#### [TASK INSTRUCTIONS]
Copy out each line of the data that contains "controls".

[GIVEN RECORDS Boundary: Start]

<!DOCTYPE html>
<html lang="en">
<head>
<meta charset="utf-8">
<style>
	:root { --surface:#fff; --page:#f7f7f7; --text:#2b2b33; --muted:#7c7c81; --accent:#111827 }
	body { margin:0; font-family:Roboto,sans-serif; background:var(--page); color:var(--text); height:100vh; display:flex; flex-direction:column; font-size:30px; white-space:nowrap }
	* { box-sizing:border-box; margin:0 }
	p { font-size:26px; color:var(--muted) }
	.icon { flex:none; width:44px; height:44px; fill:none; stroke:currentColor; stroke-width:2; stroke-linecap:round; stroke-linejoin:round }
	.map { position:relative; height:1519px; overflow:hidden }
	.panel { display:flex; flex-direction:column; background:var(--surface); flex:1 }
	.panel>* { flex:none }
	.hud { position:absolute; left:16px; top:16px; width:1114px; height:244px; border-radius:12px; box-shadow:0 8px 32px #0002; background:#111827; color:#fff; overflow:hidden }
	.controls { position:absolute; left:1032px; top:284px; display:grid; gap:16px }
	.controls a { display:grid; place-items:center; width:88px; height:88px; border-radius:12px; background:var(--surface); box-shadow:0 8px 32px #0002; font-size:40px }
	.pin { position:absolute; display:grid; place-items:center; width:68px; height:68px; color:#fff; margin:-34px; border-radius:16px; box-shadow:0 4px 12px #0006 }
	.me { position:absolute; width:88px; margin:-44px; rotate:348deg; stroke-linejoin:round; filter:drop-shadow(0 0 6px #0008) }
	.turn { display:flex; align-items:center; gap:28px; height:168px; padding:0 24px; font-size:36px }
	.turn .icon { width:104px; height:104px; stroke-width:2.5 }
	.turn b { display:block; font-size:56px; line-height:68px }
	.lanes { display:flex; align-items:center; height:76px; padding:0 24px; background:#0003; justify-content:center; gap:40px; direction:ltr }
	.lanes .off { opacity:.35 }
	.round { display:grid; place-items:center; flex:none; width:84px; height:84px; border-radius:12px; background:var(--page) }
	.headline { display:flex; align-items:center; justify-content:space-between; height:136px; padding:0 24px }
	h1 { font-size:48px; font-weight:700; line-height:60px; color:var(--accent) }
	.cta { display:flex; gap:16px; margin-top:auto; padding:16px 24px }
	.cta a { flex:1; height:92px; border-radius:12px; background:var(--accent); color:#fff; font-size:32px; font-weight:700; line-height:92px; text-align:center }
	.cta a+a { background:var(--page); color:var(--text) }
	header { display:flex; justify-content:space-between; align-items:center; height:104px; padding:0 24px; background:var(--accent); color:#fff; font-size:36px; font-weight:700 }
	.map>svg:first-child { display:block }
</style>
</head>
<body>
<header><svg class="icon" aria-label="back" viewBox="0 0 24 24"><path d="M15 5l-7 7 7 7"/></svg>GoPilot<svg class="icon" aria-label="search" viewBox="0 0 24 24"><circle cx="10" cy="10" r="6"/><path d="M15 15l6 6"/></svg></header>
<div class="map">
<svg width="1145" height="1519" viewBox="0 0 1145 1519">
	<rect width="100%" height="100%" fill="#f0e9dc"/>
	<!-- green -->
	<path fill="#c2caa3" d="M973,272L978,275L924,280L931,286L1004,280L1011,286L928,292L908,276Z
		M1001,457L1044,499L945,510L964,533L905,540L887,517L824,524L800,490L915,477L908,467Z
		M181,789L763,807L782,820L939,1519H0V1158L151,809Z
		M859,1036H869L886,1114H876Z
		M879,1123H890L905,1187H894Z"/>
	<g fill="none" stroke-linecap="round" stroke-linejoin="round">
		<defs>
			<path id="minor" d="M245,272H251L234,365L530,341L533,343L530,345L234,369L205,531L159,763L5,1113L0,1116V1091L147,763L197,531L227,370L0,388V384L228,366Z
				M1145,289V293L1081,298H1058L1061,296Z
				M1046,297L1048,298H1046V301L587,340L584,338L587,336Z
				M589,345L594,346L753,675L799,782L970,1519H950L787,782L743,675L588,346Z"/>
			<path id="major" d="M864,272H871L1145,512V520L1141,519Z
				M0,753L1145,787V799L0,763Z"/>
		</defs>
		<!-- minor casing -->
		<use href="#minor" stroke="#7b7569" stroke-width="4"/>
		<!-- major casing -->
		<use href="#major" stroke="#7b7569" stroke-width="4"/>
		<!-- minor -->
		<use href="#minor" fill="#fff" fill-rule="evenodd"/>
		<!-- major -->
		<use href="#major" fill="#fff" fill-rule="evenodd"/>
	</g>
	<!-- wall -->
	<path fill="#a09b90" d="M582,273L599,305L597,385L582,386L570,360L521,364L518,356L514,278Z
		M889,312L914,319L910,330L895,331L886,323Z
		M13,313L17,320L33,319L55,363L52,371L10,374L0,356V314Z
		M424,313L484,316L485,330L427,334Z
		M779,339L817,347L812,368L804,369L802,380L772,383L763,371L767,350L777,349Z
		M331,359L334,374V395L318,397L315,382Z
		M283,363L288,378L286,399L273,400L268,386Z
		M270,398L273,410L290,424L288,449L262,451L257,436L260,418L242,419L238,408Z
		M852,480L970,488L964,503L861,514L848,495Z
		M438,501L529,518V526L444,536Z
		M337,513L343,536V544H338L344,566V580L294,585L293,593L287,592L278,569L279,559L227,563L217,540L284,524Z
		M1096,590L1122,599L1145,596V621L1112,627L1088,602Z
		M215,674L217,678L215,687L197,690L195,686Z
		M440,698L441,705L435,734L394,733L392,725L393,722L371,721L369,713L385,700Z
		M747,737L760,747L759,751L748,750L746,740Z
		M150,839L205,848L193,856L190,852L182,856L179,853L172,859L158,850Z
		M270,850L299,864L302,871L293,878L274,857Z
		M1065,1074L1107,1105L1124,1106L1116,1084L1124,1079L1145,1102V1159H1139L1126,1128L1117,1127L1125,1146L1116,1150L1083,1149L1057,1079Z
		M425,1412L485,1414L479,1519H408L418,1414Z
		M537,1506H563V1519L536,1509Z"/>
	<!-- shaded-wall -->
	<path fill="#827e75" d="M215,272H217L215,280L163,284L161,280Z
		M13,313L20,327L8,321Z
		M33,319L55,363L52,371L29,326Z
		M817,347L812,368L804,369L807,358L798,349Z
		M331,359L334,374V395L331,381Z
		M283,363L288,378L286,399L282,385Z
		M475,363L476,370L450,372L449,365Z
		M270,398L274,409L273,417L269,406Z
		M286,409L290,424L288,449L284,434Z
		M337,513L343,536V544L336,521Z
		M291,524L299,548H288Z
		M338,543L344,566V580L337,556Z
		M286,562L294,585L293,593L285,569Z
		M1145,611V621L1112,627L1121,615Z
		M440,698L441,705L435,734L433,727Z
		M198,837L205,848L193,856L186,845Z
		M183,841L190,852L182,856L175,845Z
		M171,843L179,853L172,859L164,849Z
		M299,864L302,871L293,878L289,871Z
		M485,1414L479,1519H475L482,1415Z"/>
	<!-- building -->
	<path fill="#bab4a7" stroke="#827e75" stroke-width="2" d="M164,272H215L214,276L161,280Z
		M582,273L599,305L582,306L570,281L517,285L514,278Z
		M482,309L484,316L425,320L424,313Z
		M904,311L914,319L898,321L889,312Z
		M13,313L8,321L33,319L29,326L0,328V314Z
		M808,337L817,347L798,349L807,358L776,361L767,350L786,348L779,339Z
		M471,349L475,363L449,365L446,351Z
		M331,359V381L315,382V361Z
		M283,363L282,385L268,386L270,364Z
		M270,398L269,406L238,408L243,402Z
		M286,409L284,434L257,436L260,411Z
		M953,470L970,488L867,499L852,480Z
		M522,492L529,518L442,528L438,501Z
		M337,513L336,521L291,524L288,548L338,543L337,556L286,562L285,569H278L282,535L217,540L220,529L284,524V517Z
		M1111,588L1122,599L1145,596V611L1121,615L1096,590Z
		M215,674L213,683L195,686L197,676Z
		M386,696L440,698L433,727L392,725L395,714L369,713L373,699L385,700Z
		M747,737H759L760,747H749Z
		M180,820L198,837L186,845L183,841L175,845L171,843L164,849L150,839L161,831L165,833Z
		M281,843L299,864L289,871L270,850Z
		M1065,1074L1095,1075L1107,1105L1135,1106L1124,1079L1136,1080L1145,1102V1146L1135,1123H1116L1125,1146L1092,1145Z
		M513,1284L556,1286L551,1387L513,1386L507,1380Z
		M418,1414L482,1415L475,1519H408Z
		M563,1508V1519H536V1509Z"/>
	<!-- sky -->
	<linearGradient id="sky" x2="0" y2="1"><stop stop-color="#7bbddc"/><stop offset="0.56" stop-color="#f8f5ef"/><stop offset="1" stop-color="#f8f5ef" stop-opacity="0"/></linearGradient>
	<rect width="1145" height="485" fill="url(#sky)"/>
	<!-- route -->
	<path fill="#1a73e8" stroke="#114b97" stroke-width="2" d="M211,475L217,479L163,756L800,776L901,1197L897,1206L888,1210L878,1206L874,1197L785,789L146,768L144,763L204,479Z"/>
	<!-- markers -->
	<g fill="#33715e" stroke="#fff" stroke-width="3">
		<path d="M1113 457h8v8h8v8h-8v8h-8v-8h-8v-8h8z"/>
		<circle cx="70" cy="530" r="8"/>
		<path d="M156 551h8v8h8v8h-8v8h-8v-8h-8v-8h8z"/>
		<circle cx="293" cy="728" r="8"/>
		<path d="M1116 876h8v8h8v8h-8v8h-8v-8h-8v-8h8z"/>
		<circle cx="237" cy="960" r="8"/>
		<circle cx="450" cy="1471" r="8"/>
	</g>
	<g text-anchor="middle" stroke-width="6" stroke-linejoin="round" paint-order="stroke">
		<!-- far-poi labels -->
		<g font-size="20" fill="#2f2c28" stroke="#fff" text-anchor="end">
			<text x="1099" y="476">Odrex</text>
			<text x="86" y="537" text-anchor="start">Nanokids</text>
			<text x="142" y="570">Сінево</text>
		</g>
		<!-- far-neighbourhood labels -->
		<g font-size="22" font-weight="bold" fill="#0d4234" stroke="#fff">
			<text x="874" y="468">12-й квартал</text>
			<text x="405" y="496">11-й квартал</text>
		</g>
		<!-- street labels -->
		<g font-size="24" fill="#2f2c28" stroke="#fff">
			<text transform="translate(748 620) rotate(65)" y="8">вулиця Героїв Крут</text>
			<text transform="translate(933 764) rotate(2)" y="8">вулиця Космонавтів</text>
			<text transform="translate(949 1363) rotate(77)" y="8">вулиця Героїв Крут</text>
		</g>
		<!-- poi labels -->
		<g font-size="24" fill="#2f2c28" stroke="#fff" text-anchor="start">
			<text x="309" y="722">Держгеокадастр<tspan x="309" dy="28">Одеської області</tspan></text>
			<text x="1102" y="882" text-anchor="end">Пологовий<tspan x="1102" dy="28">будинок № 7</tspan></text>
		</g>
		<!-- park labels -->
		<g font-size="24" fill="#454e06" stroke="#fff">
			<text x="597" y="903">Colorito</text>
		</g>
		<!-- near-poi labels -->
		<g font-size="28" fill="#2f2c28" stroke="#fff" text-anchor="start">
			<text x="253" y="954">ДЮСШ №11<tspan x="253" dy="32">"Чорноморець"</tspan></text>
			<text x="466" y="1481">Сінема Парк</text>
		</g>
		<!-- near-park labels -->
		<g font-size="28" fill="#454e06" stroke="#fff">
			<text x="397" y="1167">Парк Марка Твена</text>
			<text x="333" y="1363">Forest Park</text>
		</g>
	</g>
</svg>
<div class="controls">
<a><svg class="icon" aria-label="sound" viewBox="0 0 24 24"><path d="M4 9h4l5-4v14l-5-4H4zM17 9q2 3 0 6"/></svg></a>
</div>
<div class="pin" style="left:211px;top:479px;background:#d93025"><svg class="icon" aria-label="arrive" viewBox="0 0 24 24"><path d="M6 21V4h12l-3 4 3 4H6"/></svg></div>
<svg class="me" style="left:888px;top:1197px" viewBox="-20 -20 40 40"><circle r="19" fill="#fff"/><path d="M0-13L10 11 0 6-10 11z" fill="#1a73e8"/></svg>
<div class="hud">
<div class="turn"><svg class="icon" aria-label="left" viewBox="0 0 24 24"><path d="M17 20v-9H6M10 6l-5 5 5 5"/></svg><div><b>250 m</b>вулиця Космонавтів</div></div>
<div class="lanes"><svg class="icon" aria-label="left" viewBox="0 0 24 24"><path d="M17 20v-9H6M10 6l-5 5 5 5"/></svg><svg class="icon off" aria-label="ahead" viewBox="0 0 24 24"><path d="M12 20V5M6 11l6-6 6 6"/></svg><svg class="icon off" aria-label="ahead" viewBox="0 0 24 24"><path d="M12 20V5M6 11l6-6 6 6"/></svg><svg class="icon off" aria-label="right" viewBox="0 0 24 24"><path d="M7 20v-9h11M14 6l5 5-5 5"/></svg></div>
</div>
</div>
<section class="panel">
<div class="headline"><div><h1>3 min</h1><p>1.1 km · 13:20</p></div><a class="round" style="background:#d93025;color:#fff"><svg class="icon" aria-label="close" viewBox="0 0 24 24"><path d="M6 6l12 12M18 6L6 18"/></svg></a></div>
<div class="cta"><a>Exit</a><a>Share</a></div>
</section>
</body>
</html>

[GIVEN RECORDS Boundary: End]

#### [EXERCISE OUTPUT]
	.controls { position:absolute; left:1032px; top:284px; display:grid; gap:16px }
	.controls a { display:grid; place-items:center; width:88px; height:88px; border-radius:12px; background:var(--surface); box-shadow:0 8px 32px #0002; font-size:40px }
<div class="controls">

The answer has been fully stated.